Filter task. Return each line of the material that holds the string "Berdnyka".

- Opening Delimiter -

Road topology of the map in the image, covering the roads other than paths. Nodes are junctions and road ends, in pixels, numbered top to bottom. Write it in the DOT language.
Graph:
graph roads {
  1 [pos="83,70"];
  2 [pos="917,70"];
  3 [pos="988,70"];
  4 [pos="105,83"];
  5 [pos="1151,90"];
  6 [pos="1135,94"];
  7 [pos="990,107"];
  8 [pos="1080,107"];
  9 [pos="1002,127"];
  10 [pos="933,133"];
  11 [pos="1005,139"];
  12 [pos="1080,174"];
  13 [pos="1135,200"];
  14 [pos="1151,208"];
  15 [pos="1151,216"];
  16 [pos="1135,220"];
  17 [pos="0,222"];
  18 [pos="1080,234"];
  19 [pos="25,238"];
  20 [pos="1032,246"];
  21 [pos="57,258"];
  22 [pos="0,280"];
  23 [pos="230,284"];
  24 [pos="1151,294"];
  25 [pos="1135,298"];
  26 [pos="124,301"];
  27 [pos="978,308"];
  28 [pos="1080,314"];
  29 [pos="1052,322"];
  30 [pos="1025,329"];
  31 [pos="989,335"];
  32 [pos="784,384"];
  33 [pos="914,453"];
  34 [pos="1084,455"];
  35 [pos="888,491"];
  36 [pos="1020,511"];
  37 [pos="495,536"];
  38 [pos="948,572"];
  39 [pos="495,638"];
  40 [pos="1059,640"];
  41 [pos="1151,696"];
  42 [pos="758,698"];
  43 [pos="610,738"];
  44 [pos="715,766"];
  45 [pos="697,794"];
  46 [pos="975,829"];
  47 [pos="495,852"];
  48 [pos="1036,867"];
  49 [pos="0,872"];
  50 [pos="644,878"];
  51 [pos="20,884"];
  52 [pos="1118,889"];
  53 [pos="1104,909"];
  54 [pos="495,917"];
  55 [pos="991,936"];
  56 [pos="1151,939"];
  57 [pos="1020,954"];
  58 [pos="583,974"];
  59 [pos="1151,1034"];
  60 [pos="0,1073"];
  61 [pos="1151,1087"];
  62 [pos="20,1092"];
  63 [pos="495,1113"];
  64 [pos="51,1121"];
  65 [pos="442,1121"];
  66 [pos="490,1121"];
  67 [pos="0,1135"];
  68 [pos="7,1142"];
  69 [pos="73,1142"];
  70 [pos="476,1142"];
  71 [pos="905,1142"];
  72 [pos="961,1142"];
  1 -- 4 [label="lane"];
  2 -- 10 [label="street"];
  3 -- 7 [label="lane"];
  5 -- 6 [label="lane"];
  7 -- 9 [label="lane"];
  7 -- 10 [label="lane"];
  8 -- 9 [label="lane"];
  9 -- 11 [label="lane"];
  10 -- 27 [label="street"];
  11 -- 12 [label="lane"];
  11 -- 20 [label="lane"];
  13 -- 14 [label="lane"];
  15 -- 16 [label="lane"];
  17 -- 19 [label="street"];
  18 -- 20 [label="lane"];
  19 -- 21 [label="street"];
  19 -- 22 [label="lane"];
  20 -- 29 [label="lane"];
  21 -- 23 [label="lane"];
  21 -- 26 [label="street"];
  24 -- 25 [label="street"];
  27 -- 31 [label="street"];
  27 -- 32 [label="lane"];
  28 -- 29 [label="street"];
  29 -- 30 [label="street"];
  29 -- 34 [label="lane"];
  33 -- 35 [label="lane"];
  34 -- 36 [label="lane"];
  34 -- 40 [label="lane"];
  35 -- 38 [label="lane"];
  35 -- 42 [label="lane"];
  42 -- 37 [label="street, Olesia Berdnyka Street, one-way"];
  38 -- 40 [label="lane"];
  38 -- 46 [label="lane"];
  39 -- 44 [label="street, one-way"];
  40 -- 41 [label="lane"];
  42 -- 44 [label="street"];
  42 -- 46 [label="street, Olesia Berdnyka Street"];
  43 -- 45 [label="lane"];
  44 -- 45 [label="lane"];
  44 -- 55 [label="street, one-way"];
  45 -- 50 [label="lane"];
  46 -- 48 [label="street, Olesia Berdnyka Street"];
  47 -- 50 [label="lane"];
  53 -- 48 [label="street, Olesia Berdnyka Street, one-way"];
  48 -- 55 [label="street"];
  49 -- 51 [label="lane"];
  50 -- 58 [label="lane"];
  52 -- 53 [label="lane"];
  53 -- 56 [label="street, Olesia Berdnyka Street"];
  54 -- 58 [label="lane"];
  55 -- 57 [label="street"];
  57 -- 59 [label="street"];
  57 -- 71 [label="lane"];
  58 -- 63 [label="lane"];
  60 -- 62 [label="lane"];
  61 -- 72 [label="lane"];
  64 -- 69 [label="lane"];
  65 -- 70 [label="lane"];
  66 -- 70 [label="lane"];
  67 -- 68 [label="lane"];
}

- Closing Delimiter -

◆ **Answer to this problem**
  42 -- 37 [label="street, Olesia Berdnyka Street, one-way"];
  42 -- 46 [label="street, Olesia Berdnyka Street"];
  46 -- 48 [label="street, Olesia Berdnyka Street"];
  53 -- 48 [label="street, Olesia Berdnyka Street, one-way"];
  53 -- 56 [label="street, Olesia Berdnyka Street"];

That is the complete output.